Every day, more than 4.5 million photos are uploaded to Flickr. But the staggering number of snapshots isn’t the surprising part of that statistic: the most popular cameras for Flickr users are smart phones.
Samsung is getting in on the smart phone photography craze by releasing the Galaxy S4 Zoom. The Zoom offers a high resolution and zoom lens on the back of the Samsung staple Galaxy phone, but the question remains: how does this camera-focused phone stand up to smart phone and fixed-lens camera competitors?
The highlight of the Galaxy S4 Zoom is in the name: the zoom is intense. The smart phone has a lens that takes up nearly half the camera’s rear side and offers 10 times optical zoom, with a 16-megapixel rear camera and 1.9-megapixel front facing camera. Though there are auto-focus options, users can spin a ring on the lens, giving more manual control over the focus and zoom. There are also 25 preset camera modes for various photo settings, but the photo-savvy can adjust white balance, exposure, and other manual settings. Combined with the capabilities of the smart phone, Zoom users can upload to a variety of social media outlets with the flick of a finger.
However, the Zoom serves two purposes, camera and smart phone, and the dual role can be a tough act to juggle. Pocket Lint, a tech blog, reviewed the Zoom and said overexposure was occasionally an issue, along with auto-focus. Plus, the giant camera attached to the back sometimes got in the way of picking up phone calls. Ultimately, however, reviewer Mike Lowe says if you’re looking for something that could cut down on your everyday gadgets this could do the trick.
“[The camera and phone] married together and the potential of both sides opens up: there's no need to switch between two products so no waste of precious bag or pocket space, while using apps, snapping shots and sharing on the go are just a few finger taps away,” he writes.
Aside from the extensive camera options, the Zoom offers the Samsung Galaxy phone Android users have come to expect. The smart phone runs on Android Jelly Bean over 4G LTE, with a 1.5GHz dual-core processor, and 8GB internal storage.
Right now the Zoom will only be available on AT&T on Nov. 8, for a variety of pricing options.

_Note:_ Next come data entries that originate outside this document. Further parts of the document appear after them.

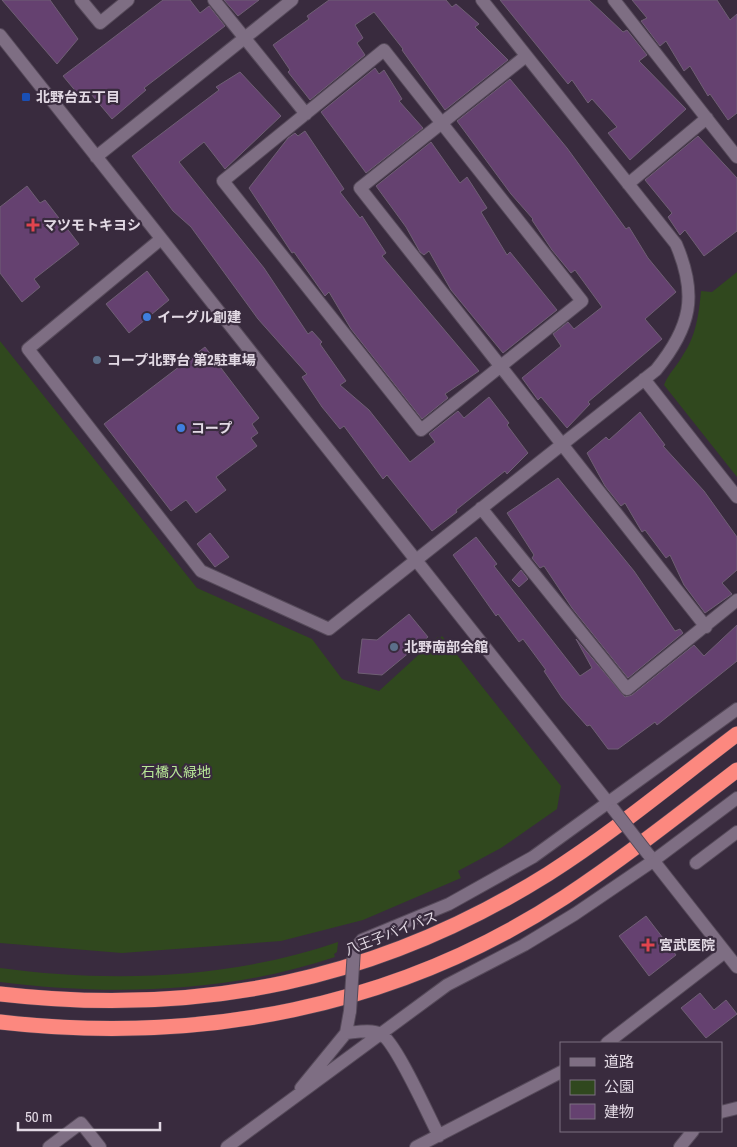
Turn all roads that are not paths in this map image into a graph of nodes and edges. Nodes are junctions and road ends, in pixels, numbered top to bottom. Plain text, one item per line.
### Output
1 (81, 0) edge
2 (128, 0) edge
3 (214, 0) edge
4 (292, 0) edge
5 (482, 0) edge
6 (614, 0) edge
7 (0, 35) edge
8 (244, 38) junction
9 (526, 56) junction
10 (306, 114) junction
11 (706, 118) junction
12 (442, 122) junction
13 (96, 156) junction
14 (737, 157) edge
15 (628, 184) junction
16 (161, 239) junction
17 (501, 365) junction
18 (644, 379) junction
19 (563, 443) junction
20 (737, 496) edge
21 (481, 508) junction
22 (416, 560) junction
23 (737, 600) edge
24 (706, 627) junction
25 (737, 709) edge
26 (737, 734) edge
27 (737, 770) edge
28 (737, 798) edge
29 (611, 806) junction
30 (737, 832) edge
31 (651, 857) junction
32 (696, 863) dead end
33 (725, 952) junction
34 (737, 967) edge
35 (0, 994) edge
36 (0, 1022) edge
37 (346, 1033) junction
38 (382, 1034) junction
39 (608, 1042) edge
40 (560, 1073) edge
41 (295, 1096) junction
42 (737, 1108) edge
43 (722, 1112) edge
44 (692, 1132) edge
45 (439, 1136) junction
46 (49, 1147) edge
47 (100, 1147) edge
48 (227, 1147) edge
49 (416, 1147) edge
50 (680, 1147) edge

1 - 2 street
3 - 8 street
4 - 8 street
5 - 9 street
6 - 11 street
7 - 13 street
8 - 10 street
8 - 13 street
9 - 12 street
9 - 15 street
10 - 12 street
10 - 17 street
11 - 14 street
11 - 15 street
12 - 17 street
12 - 17 street
13 - 16 street
15 - 18 street
16 - 22 street
16 - 22 street
17 - 19 street
18 - 19 street
18 - 20 street
19 - 21 street
19 - 24 street
21 - 22 street
21 - 24 street
22 - 29 street
23 - 24 street
25 - 29 street
26 - 35 highway, 八王子バイパス
27 - 36 highway
28 - 31 street
29 - 31 street, bridge
29 - 37 street, bridge
30 - 32 street
31 - 33 street
31 - 38 street
33 - 34 street
33 - 39 street
37 - 38 street
37 - 41 street
38 - 41 street
38 - 45 street
40 - 45 street
41 - 48 street
42 - 43 street
44 - 50 street
45 - 49 street
46 - 47 street

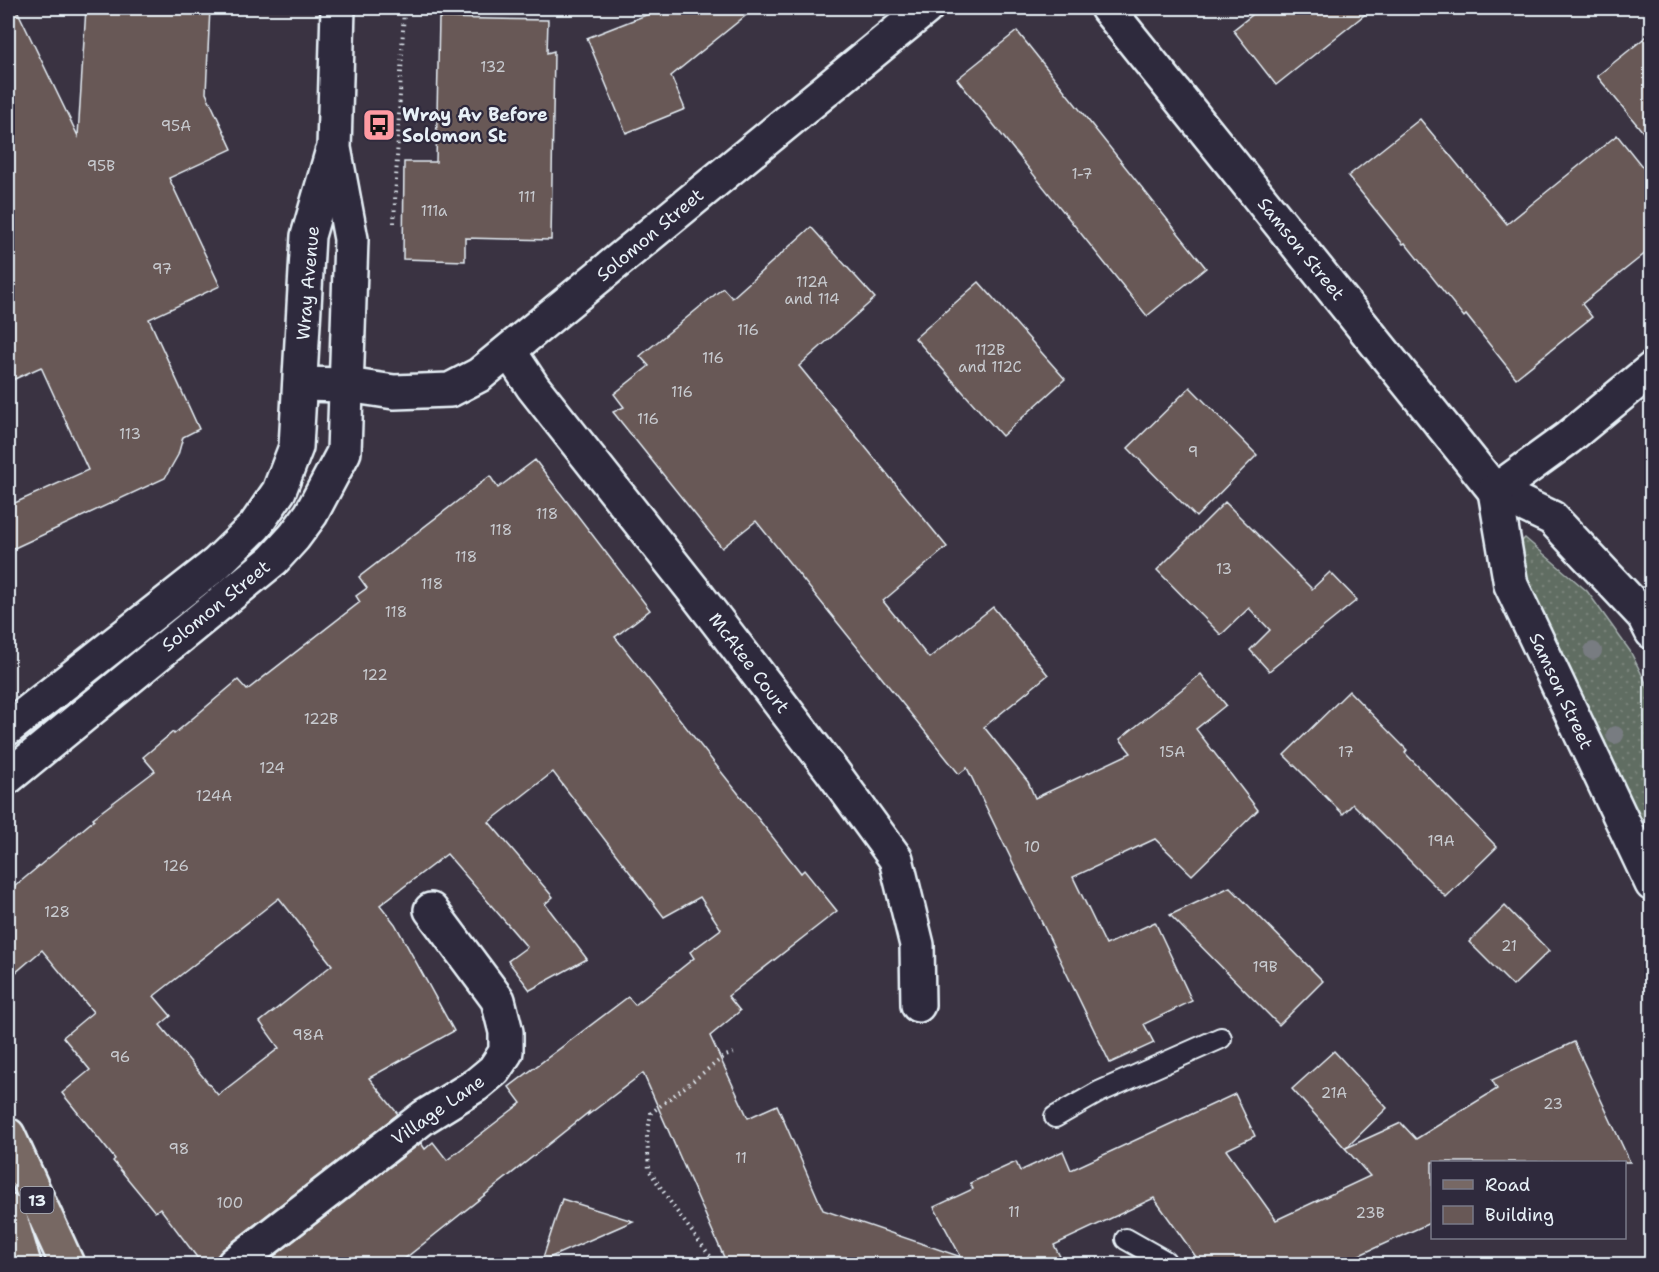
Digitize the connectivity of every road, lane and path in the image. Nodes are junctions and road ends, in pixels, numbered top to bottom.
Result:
1 (338, 8) edge
2 (404, 8) edge
3 (926, 8) edge
4 (1107, 8) edge
5 (334, 148) junction
6 (394, 233) dead end
7 (509, 351) junction
8 (1652, 369) edge
9 (300, 384) junction
10 (347, 385) junction
11 (1495, 490) junction
12 (1652, 632) edge
13 (8, 728) edge
14 (8, 777) edge
15 (1652, 884) edge
16 (431, 910) dead end
17 (918, 1005) dead end
18 (1221, 1038) dead end
19 (735, 1053) dead end
20 (1055, 1117) dead end
21 (8, 1135) edge
22 (8, 1211) edge
23 (1126, 1239) dead end
24 (710, 1256) dead end
25 (8, 1260) edge
26 (1165, 1261) dead end
27 (10, 1264) edge
28 (24, 1264) edge
29 (67, 1264) edge
30 (234, 1264) edge

1 - 5 street, Wray Avenue
2 - 6 path
3 - 7 street, Solomon Street
4 - 11 street, Samson Street
5 - 9 street, Wray Avenue
5 - 10 street, Wray Avenue
7 - 10 street, Solomon Street
7 - 17 street, McAtee Court
8 - 11 street
9 - 10 street, Solomon Street
9 - 13 street, Solomon Street
10 - 14 street, Solomon Street
11 - 12 street, Samson Street
11 - 15 street, Samson Street
16 - 30 street, Village Lane
18 - 20 lane
19 - 24 path
21 - 29 main road, 13
22 - 28 main road
23 - 26 lane
25 - 27 main road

The smart phone retails for $199 with a two-year contract, or $25 per month on AT&T’s monthly installment program. Plus, any Zoom customers who purchases the phone on contract between now and January 9 will receive a Galaxy Tab 3, the Samsung tablet, for free.
The Zoom isn’t the only smart phone-turned-hybrid-camera. Nokia released the Lumia 1020 this summer, which boasted a 41-megapixel camera and full HD video. Remember the Flickr stat from above? The three most popular cameras for Flickr users are the iPhone 4, iPhone 4S, and iPhone 5.
But it does come on the heels of a decline in fixed-lens standalone cameras. According to the Camera and Image Processing Association, fixed-lens (also known as point-and-shoot) camera sales declined 28 percent from 2010 to 2012, as consumers shifted toward camera phones or higher-end interchangeable lens cameras.
Does the rise of smart phone/camera hybrids spell the end for point-and-shoots? It remains to be seen, but the stats from websites such as Flickr and releases from smart phone companies offer a tentative snapshot of the future.